German Cheese Spätzle

Howdy doody do! It’s been a week since I last posted. I’ve been busy with life and all the suprises it brings along the way. Some nice and some not so much. Well now you’re in for a treat. I’m bringing you a solid double D! A “D”elicious “D”ish. Get it? Ah well it doesn’t matter, atleast I laughed a little.

It was the last cold weekend for the dreadful wintery season and how better to celebrate than with a good old fashioned German cheese spätzle! It’s full of cheese, roasted onions and spätzle. I don’t know a single person on this Earth who wouldn’t enjoy this meal! O.K. except for the exotic vegans out there, but hey! You’re living a healthy lifestyle. I envy and respect that! Wish I had that much self control.

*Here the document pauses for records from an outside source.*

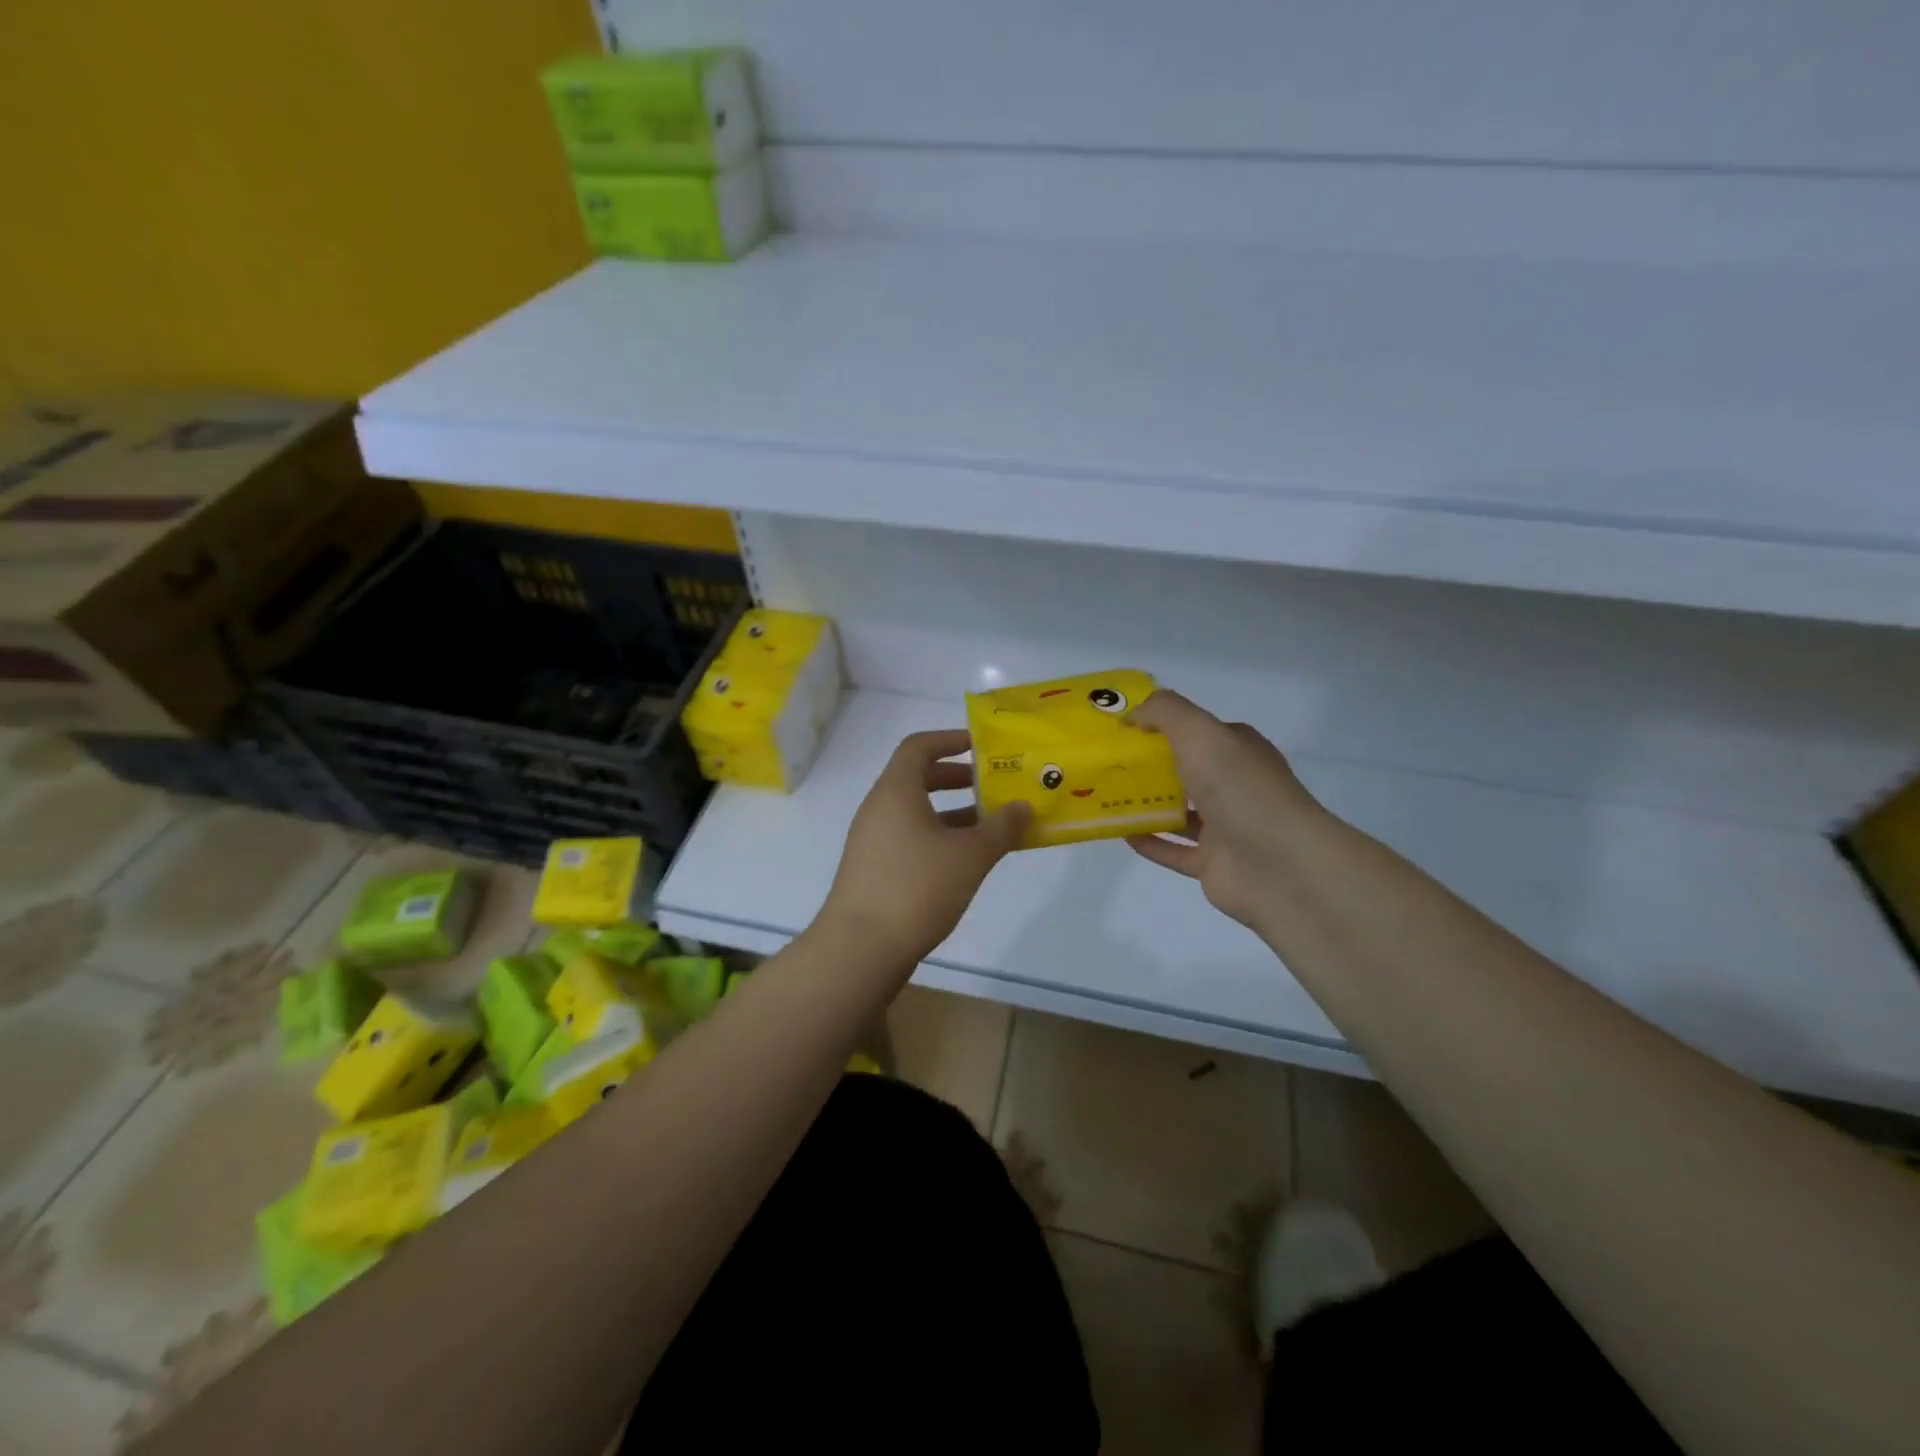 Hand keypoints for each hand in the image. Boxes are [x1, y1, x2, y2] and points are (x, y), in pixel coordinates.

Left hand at [815, 730, 1030, 966]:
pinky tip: (966, 861)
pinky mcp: (875, 869)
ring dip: (953, 813)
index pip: (919, 746)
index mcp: (896, 791)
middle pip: (918, 778)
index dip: (951, 740)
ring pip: (917, 812)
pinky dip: (939, 838)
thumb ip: (1001, 827)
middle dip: (958, 778)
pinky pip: (911, 837)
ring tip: (991, 827)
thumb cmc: (917, 887)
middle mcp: (879, 808)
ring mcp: (873, 840)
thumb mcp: (970, 855)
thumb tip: (1023, 806)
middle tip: (993, 787)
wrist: (860, 948)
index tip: (982, 748)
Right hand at [1125, 691, 1324, 934]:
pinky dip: (1149, 841)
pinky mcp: (1213, 863)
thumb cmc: (1241, 790)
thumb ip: (1165, 713)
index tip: (1120, 729)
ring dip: (1146, 804)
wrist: (1281, 866)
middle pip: (1184, 771)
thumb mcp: (1200, 733)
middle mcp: (1233, 785)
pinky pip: (1173, 850)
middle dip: (1148, 766)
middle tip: (1105, 763)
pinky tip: (1120, 832)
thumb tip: (1131, 716)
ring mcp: (1225, 827)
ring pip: (1178, 811)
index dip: (1160, 726)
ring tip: (1105, 796)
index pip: (1196, 731)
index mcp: (1237, 750)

The cheese is the best part, especiall if you use Swiss cheese. It’s to die for! And yah, it’s called German cheese spätzle, but this dish is well known in all german speaking countries: Germany, Austria and Switzerland. And come on, who doesn’t enjoy Swiss cheese? It’s amazeballs!

It’s a perfect dish that you can prepare beforehand. And a no-stress-no-fuss one at that. You can prepare the spätzle before and add your grated cheese and roasted onions and wait for the guests to arrive. When they arrive, just pop this baby in the oven and get your small talk on! Your meal will be ready in no time.

Let’s start Germanizing…

Preparation Time: 45 minutes

Ingredients for 2 portions:

  • 250 gr all purpose flour
  • 3 eggs
  • 125 ml water
  • 1/2 tsp salt
  • 1 dash of nutmeg
  • 100 gr Appenzeller cheese
  • 100 gr Gruyere cheese
  • 4 tbsp roasted onions
  • Salt and pepper to taste


  • 1 spätzle maker
  • 1 mixing bowl
  • 1 cooking pot
  • 1 baking dish
  • 1 grater


Add your flour, eggs, water, salt and nutmeg to your large mixing bowl and start stirring till your arm is about to drop off. Just kidding. Just stir it all up until your have a smooth mixture.

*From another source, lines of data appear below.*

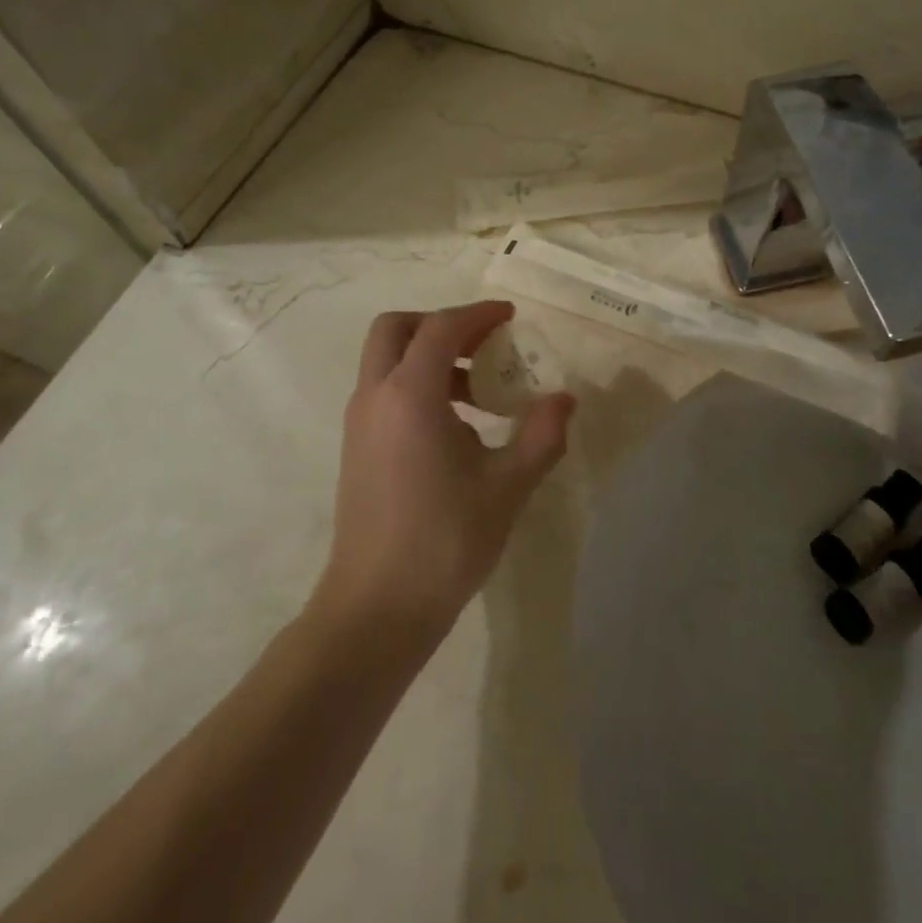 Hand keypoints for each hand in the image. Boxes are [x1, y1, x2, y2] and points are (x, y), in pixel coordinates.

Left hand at [315, 301, 574, 641]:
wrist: (376, 608)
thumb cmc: (444, 541)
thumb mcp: (507, 487)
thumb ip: (541, 436)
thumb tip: (565, 400)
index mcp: (410, 395)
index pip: (440, 328)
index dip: (477, 314)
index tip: (510, 317)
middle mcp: (376, 396)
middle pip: (396, 329)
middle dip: (439, 325)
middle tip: (482, 344)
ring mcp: (359, 422)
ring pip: (386, 360)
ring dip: (428, 357)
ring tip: (478, 392)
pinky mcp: (356, 447)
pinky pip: (384, 391)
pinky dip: (415, 385)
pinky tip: (454, 427)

Spätzle dough should be thick and blobby

If it’s too watery just add a little more flour, and if it’s to sticky just add a little water. But remember that the mixture should be a little sticky and thick.

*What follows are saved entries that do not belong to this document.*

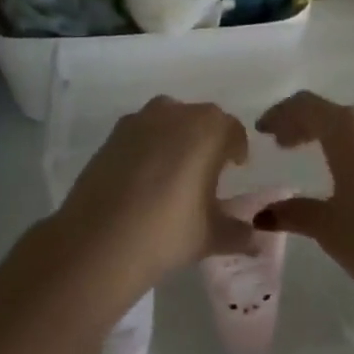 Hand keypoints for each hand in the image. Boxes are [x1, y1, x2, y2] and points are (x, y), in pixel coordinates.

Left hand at [51, 96, 255, 292]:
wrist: (98, 240)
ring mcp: (139, 120)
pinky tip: (143, 180)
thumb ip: (239, 232)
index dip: (237, 149)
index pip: (232, 130)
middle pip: (201, 120)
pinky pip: (141, 134)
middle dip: (208, 141)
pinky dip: (148, 148)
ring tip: (173, 175)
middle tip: (207, 174)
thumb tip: (255, 238)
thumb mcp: (211, 236)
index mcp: (209, 128)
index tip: (236, 168)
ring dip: (176, 140)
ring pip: (168, 122)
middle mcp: (175, 113)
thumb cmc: (167, 231)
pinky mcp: (112, 135)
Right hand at [254, 91, 353, 326]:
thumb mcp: (331, 231)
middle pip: (342, 109)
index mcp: (349, 131)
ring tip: (348, 149)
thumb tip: (263, 214)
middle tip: (297, 146)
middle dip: (315, 123)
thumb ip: (296, 213)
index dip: (281, 115)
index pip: (306, 107)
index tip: (266, 131) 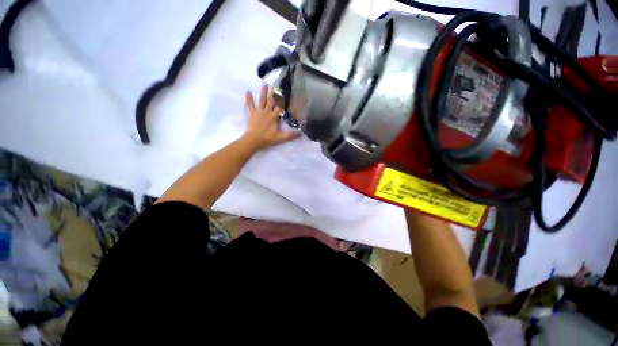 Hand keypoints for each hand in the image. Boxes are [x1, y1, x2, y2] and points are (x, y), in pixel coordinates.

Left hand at [244, 85, 299, 149]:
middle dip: (274, 93)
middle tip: (276, 84)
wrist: (254, 139)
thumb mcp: (281, 138)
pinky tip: (248, 91)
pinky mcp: (252, 113)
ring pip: (262, 100)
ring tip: (265, 84)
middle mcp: (267, 111)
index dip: (284, 100)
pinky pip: (250, 104)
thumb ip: (290, 135)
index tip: (287, 93)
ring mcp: (259, 111)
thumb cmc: (268, 138)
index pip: (280, 107)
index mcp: (274, 116)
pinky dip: (249, 98)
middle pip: (271, 100)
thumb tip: (300, 133)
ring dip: (263, 92) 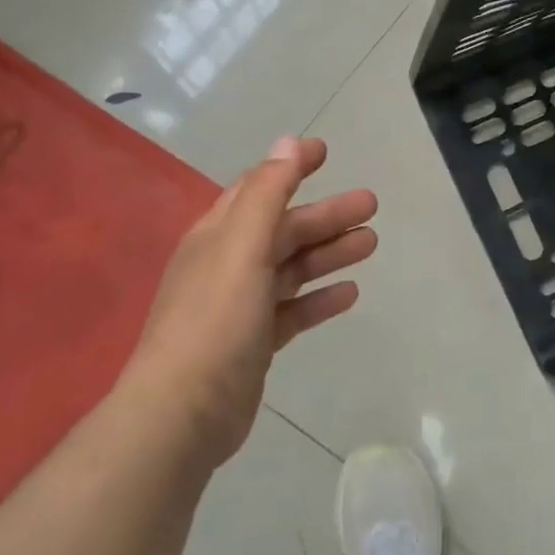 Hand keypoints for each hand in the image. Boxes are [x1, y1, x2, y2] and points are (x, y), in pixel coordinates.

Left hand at [122, 136, 376, 466]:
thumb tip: (286, 142)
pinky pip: (293, 310)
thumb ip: (267, 194)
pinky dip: (319, 298)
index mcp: (219, 235)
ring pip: (292, 268)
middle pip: (284, 229)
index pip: (258, 187)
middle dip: (326, 215)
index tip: (325, 151)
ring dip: (329, 253)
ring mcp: (241, 305)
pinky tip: (350, 293)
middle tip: (370, 205)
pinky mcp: (254, 342)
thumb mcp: (242, 247)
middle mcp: (228, 264)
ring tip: (370, 244)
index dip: (289, 167)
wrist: (184, 412)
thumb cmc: (215, 319) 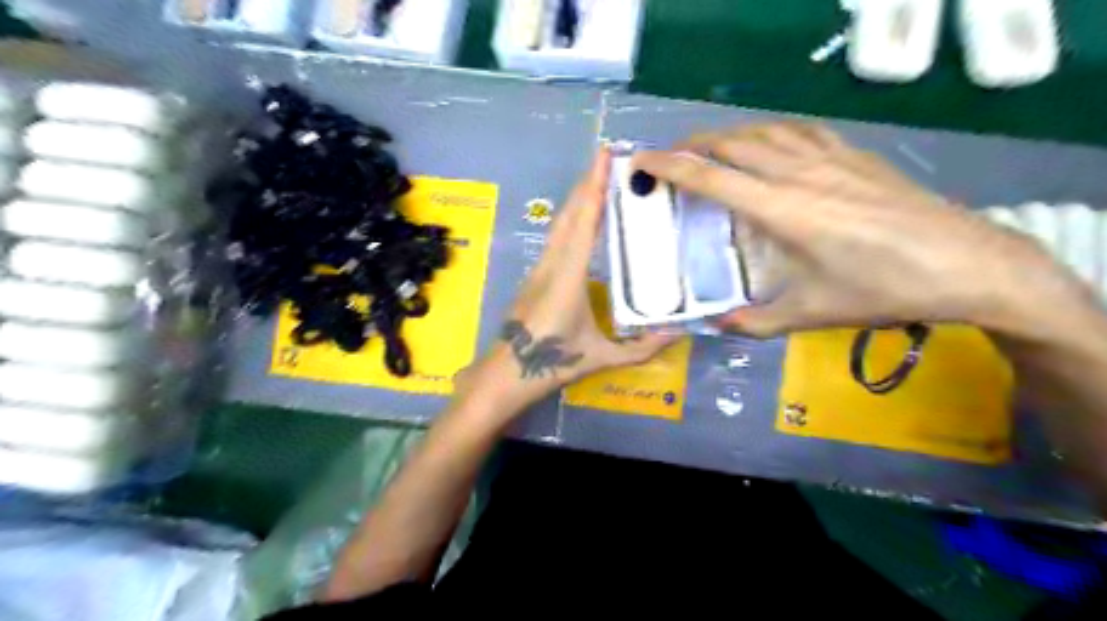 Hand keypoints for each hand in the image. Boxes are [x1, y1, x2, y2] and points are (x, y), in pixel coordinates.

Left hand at [460, 148, 674, 408]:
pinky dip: (571, 218)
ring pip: (559, 224)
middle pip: (569, 214)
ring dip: (577, 198)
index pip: (584, 223)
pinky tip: (582, 217)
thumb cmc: (552, 362)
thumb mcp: (600, 358)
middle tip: (607, 156)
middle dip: (587, 182)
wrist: (505, 372)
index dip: (594, 189)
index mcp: (568, 276)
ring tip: (598, 178)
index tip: (604, 158)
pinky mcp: (535, 275)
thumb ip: (640, 348)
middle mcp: (551, 263)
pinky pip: (555, 237)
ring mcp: (539, 267)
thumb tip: (677, 335)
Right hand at [635, 122, 1093, 341]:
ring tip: (711, 149)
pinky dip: (770, 133)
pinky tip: (770, 146)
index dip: (670, 167)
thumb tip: (718, 326)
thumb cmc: (883, 290)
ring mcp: (831, 159)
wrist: (966, 263)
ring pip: (765, 131)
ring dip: (730, 135)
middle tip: (669, 158)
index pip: (711, 178)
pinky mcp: (856, 156)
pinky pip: (799, 132)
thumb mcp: (812, 314)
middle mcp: (799, 173)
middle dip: (693, 145)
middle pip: (733, 144)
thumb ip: (757, 322)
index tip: (641, 162)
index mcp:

Now cover your bowl with a kitchen cloth. Let the mixture stand around for about 10 to 20 minutes. In the meantime start grating your cheese. It doesn’t matter how fine or coarse you great your cheese, as long as you can spread it out evenly among your spätzle later on, your fine.

Grated cheese

Now once your spätzle dough is done sitting around, grab it and grab your spätzle maker along with it. Now there are different kinds of spätzle makers. The new school ones are with puncture holes and a spatula in order to elegantly swipe in little chunks of spätzle heaven and there are the old school ones, which I personally prefer, with just a wooden board and a metal scraper. Now for the old school version: Grab your cooking pot, fill it up with water and bring it to a boil. Dip your wooden board in the water to moisten the surface. Now add a good blob of spätzle dough onto your wooden board.


Then spread your blob out real nice and evenly.


Now grab your scraper and start scraping thin and longish pieces of dough into the boiling water. Don’t worry or panic or try to be fast. Just take your time. It takes a while for spätzle to overcook. Once your little delicious bundles of spätzle are swimming on the surface of the water, fish them out and let them drip dry in a sieve.


One you have no more blobs to blob around with, you’re basically done with the “cooking” part. Preheat your oven to 220°C. Now just add half of your spätzles to a pre-oiled baking dish, layer half of your grated cheese on top of your spätzle layer together with half of your roasted onions. Then add the other half of your spätzles, then cheese and then roasted onions. Stick your baking try in the oven for about 20 minutes and you are good to go! Add some salt and pepper to taste if needed. Lecker smacker!